02/26/2021
Sometimes, if not often, we abandon ourselves. We do it as a means to protect ourselves. Sometimes we abandon others as well because that’s what we know. When this happens aggression gains a foothold. Aggression is present when we let anger develop into something more than its initial signal. Anger isn’t really primarily about setting boundaries; that’s secondary. The primary purpose is to alert the system that something is off that there is an injustice present to the relational dynamics at play with Self or with others. It points to needs that are lacking or ignored. Anger is a signal that seeks to help us get back into relationship with ourselves and those we are closest to. It seeks to heal and repair the rupture from the perceived injustice and misalignment. With this constructive purpose also comes the shadow or possibly destructive aspects of anger. Remember emotions just are. They are not positive or negative they begin just as signals. What is defining is what comes next in how we react to them or don’t recognize them. Do we allow them to sit? in what environment do they ferment? or are they accepted and surrendered to? Are they given a new purpose to renew meaning for us? Or are they left without our witness in solitary attendance to grow in avoidance with things like resentment, vengeance, indignation, and resignation?

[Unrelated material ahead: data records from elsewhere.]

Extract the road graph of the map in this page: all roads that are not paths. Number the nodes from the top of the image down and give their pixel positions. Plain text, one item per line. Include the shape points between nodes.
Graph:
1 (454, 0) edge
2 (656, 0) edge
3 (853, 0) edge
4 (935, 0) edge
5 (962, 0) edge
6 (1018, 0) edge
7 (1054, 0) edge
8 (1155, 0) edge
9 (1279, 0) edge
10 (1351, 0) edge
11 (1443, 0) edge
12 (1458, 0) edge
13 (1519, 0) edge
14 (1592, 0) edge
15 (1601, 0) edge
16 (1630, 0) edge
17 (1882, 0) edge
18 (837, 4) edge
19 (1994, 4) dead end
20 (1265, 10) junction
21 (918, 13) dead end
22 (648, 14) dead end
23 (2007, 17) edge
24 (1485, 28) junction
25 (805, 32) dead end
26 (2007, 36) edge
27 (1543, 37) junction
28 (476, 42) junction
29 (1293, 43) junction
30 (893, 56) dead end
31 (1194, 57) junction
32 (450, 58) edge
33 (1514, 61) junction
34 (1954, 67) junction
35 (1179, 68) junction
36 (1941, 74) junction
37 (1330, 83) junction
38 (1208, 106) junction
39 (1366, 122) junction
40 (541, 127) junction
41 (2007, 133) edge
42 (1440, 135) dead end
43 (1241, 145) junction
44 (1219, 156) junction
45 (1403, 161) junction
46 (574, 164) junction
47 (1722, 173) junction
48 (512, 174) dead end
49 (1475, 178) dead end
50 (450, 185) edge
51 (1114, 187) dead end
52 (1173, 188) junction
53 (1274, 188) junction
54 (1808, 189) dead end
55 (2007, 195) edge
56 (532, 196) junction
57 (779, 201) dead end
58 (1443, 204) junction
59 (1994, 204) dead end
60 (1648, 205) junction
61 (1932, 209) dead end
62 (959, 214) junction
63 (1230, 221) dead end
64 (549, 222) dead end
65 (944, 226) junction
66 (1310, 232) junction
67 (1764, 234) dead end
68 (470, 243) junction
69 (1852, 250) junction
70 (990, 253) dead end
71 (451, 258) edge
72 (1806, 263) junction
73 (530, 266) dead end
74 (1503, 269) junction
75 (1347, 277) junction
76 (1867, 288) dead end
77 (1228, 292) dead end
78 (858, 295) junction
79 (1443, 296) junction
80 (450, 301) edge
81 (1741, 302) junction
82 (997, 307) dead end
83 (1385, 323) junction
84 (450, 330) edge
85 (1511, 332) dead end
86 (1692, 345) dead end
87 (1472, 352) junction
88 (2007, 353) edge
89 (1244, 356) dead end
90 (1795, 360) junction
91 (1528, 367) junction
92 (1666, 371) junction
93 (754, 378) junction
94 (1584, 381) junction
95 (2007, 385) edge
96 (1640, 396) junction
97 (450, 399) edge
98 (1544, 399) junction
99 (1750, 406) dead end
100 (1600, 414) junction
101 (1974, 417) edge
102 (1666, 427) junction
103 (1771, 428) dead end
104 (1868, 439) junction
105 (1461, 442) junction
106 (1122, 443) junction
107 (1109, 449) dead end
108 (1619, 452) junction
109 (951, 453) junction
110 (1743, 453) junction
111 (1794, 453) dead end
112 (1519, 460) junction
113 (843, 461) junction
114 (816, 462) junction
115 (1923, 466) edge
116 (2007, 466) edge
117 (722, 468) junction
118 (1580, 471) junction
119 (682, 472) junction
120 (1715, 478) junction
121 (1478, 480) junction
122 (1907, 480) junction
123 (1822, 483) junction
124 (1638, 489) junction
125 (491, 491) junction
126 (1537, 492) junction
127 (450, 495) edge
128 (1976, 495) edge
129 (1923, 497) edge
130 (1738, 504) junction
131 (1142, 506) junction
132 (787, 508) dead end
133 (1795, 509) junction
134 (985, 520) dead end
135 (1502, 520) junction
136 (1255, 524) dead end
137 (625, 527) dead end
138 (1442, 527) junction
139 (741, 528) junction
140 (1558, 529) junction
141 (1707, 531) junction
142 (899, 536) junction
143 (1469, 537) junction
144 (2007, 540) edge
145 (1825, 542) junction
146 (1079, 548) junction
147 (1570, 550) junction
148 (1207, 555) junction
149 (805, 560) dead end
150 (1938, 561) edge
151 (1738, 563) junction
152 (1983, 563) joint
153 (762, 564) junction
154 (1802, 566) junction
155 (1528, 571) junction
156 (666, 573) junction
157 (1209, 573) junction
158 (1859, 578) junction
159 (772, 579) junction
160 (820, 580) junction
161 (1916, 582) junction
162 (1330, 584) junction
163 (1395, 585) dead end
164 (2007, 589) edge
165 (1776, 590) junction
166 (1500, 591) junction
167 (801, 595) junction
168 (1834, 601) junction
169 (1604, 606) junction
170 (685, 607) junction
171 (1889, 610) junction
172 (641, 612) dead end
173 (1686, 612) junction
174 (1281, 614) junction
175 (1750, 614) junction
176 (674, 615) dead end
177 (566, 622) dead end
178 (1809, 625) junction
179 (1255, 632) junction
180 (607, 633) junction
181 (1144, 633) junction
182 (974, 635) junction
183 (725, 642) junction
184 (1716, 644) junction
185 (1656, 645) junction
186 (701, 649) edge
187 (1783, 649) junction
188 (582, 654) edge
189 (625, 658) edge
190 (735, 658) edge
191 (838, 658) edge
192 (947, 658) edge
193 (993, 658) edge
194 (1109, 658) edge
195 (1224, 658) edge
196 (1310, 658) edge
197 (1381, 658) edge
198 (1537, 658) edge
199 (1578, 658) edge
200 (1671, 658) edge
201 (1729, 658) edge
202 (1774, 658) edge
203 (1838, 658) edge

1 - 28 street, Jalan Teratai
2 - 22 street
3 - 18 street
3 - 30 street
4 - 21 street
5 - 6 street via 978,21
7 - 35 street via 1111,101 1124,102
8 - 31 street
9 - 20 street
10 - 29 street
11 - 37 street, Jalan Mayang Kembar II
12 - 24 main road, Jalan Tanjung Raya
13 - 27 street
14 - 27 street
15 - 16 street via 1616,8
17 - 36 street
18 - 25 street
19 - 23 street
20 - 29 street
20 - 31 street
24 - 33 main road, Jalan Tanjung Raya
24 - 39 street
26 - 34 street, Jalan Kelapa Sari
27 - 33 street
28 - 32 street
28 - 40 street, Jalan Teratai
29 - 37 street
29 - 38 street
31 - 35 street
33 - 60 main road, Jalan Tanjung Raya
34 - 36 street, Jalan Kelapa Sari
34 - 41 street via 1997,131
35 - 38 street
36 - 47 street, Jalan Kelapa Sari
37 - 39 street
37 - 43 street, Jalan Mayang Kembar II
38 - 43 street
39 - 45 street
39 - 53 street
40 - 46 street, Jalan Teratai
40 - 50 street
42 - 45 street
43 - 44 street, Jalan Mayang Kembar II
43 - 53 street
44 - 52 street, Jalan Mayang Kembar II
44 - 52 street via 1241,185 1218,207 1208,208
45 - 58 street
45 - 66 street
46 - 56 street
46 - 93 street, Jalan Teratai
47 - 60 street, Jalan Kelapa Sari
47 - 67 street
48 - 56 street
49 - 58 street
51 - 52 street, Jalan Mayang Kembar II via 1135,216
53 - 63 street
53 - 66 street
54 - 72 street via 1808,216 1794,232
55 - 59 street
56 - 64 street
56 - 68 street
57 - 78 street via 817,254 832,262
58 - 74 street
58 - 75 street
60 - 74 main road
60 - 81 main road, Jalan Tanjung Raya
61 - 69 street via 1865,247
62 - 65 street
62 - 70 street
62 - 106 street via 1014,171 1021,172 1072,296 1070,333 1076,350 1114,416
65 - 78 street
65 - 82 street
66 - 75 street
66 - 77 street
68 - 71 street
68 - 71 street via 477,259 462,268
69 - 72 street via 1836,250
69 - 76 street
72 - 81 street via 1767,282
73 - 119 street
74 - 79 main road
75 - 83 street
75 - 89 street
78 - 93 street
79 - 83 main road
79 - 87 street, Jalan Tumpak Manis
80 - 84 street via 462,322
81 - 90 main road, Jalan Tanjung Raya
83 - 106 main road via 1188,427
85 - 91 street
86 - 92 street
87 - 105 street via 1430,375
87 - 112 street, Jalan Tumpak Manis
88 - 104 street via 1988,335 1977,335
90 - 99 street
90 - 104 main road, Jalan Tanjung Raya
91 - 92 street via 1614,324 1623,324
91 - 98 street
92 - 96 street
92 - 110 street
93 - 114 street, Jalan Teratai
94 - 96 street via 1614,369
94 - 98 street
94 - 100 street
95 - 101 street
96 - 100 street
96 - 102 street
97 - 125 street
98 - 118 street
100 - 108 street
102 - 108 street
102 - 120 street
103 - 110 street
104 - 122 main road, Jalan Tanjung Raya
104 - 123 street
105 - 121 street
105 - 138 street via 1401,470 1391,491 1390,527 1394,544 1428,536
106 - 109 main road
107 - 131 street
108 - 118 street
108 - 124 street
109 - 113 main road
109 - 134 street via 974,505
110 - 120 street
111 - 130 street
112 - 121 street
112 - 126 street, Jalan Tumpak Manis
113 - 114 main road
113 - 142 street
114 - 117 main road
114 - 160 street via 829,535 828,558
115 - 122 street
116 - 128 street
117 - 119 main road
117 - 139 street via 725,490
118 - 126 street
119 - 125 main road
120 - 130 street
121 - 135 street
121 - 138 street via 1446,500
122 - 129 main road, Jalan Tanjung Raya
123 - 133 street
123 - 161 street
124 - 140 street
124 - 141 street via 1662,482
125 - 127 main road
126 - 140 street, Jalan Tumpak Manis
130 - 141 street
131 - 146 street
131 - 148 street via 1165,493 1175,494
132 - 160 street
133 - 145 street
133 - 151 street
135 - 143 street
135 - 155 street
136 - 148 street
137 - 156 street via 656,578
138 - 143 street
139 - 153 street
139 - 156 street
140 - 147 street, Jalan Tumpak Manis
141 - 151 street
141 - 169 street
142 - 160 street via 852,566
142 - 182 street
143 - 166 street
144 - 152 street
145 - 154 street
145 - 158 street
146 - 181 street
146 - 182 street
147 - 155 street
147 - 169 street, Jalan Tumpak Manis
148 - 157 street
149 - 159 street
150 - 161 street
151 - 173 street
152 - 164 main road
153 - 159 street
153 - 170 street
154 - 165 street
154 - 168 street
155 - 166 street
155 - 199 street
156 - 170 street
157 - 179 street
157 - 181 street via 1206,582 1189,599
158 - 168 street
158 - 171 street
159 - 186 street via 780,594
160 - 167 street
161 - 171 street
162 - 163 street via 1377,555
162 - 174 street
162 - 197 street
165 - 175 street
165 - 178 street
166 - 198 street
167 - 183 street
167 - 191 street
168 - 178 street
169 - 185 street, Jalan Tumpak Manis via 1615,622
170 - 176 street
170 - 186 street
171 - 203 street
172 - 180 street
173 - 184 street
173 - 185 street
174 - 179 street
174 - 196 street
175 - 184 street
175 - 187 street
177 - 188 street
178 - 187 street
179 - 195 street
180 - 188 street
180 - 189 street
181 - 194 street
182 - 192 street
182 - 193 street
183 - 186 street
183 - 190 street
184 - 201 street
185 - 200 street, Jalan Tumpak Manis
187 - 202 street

First, as we mentioned in an earlier post we must be mindful and ask how did this anger originate. We can start with self abandonment.
Self abandonment is a symptom of a loss of imagination due to an initial loss of community and attunement that would have otherwise allowed us to witness how to tend to our emotions when they were most overwhelming during our most vulnerable years. Additionally, modeled for us through a community of deep belonging and acceptance would have been where our whole self was acknowledged; a place where innocence, worthiness, and our emotional landscape would have been met with concern and care. From this experience comes the possibility of Self love. This is a word that often gets the new-age treatment and falls flat when it comes to important depth filled practices. This is because self-loving comes to be defined at the extreme end of our process of differentiation and defining our autonomous identities beyond our initial experience with our family. Self-love isn’t self-reliant. Ralph Waldo Emerson’s essay “Self-reliance” falsely claims that we are “self-made.” Self love by definition is the practice of an example of love demonstrated to us by our community and family. When we don’t have this example demonstrated repeatedly then we lack the trust in life and in the possibility of such a powerful practice. We doubt our inclination toward such a reality. At one point in time we started out needed others, like our guardians, to show us how to soothe the overwhelming emotions that we had as children. We needed help. As we adult, we still seek this example and often give away our own ability to soothe ourselves with hopes of learning it from others or at times giving the responsibility away to others. Some of us have given up on the possibility completely that we can soothe by experiencing it from others. So we abandon ourselves when we disregard our thoughts, feelings, or needs.
Anger turned aggression is then part of this disregard that accumulates over time. This happens because we are well aware of the constant absence of Self from our needs we’ve just been holding out for an external affirmation of these innate needs we have. In much self help there’s an undercurrent of blame for those who don’t take full responsibility for their lives and adult emotional needs. What is forgotten or goes unnamed in these self help narratives is that self-reliance is only part truth. Of course we must each commit and be determined on our own and claim full responsibility for our lives AND community and environment play a crucial role in our healing as well. Instead, we confuse our family or community not having the learned experience of safety and security and thus not giving it as a personal attack on us or rejection where the love we so desperately still need is being withheld from us.
Self-abandonment keeps us from knowing ourselves because we are too preoccupied with the external affirmation we have come to depend on to feel momentarily whole. We learned at an early age that we wouldn’t get our needs met for validation or emotional understanding. Conversely, we had to earn our love. We then were stunted in our ability to really comprehend our emotional states and to show up for ourselves in ways that brought calm and soothing to our experience of being human. Instead we got locked in a cycle of hyper-vigilance and external seeking of worth that only provided momentary reprieve not lasting understanding on how to be in relationship without symbiotic attachments.
In our history of self-abandonment we often seek consistency that we lacked when we were younger. We seek this at our own expense as we are, ironically, inconsistent in how we show up to ourselves. What often deluded our being present to ourselves and our needs is replaced by prioritizing others needs as we settle into relationships or friendships that we hope to give us purpose, meaning, and ultimately the consistency that we’ve been craving since our early years. Giving this to ourselves is often the folly of the self-help trade.
What we need are examples and lived experience of consistency to reignite our belief and to change our brains ability to recreate such a possibility for ourselves. This experience is also one of repetition to have it ingrained in our way of being and life by way of external example. This is how we create it for ourselves, if not we are set onto a vicious cycle of getting it wrong with Self and with how we engage in relationships.
The initial steps that allow for healing of our constant self-abandonment come from recognizing that many ways that we abandon ourselves and by being honest with ourselves about the use of these diversions that get in the way of being in honest relationship with ourselves.